→ **Problem details**: In the data below, work out how many lines include the string "where". Only the number should be given.

→ **Extracted records**:
↓

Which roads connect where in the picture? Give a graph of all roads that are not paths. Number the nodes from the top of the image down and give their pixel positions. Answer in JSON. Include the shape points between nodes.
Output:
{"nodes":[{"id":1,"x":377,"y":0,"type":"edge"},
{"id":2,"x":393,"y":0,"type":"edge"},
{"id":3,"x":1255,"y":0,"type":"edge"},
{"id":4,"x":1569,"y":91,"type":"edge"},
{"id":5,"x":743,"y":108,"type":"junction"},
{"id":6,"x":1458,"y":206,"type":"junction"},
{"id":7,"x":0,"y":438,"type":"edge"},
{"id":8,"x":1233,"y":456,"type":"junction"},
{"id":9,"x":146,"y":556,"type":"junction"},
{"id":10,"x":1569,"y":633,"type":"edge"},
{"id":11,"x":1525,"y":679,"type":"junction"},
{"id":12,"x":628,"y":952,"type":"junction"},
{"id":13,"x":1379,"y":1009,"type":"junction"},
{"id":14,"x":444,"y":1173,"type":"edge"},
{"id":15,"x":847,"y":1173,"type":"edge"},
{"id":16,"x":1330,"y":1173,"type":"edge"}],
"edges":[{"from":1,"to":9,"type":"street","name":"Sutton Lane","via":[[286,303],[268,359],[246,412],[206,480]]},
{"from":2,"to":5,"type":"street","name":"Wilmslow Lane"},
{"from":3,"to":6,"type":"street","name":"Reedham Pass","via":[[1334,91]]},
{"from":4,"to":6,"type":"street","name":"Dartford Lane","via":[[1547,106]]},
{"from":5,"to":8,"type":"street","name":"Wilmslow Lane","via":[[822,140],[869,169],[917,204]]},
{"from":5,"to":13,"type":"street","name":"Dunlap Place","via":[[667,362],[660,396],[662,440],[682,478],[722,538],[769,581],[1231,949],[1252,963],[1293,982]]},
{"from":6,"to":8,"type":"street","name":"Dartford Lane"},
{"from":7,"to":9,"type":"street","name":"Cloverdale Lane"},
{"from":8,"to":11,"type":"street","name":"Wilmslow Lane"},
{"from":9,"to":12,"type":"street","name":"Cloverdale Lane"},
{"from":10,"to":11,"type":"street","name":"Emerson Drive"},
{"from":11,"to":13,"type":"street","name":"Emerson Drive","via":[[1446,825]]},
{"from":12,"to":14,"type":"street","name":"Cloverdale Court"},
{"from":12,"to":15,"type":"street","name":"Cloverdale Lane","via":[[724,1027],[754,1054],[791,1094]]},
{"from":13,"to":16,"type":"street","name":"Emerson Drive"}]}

↑
↓

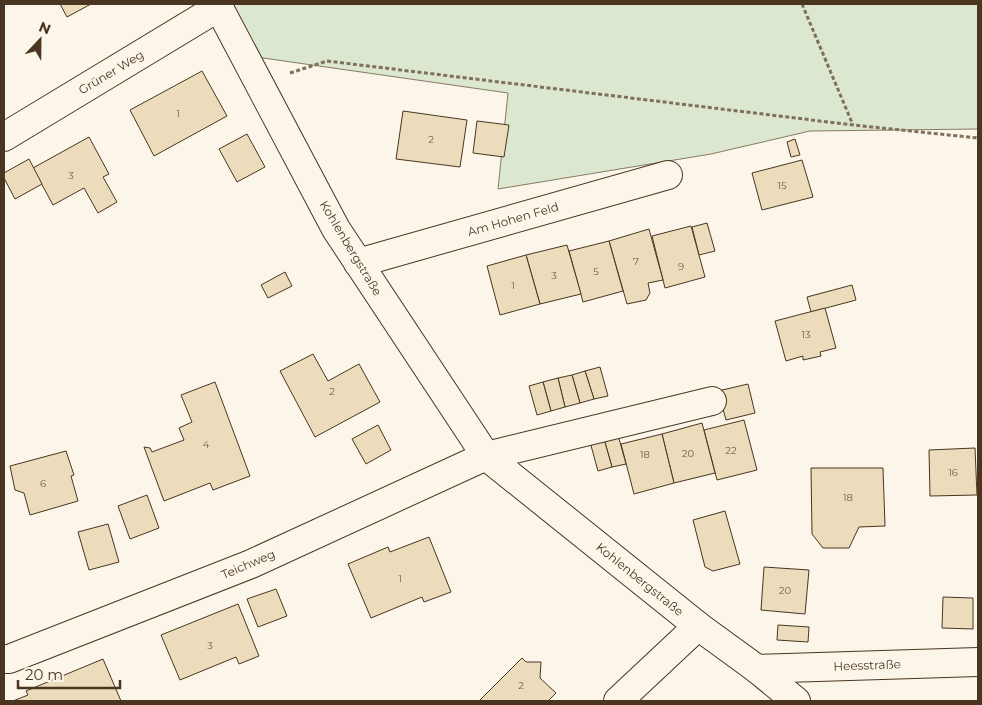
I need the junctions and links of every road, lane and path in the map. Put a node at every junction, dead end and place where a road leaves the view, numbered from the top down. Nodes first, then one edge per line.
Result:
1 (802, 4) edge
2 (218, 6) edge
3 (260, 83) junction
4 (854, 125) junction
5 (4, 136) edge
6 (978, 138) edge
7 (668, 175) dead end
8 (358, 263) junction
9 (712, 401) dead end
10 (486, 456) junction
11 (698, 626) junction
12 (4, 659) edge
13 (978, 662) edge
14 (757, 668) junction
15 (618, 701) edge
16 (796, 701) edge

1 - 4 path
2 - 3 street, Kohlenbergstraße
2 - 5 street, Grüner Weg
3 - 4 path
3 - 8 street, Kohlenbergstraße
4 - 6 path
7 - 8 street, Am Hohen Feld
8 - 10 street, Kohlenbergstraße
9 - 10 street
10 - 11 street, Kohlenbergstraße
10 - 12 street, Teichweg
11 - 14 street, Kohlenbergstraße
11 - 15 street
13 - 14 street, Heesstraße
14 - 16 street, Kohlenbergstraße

↑

→ **Solution to this exercise**: 2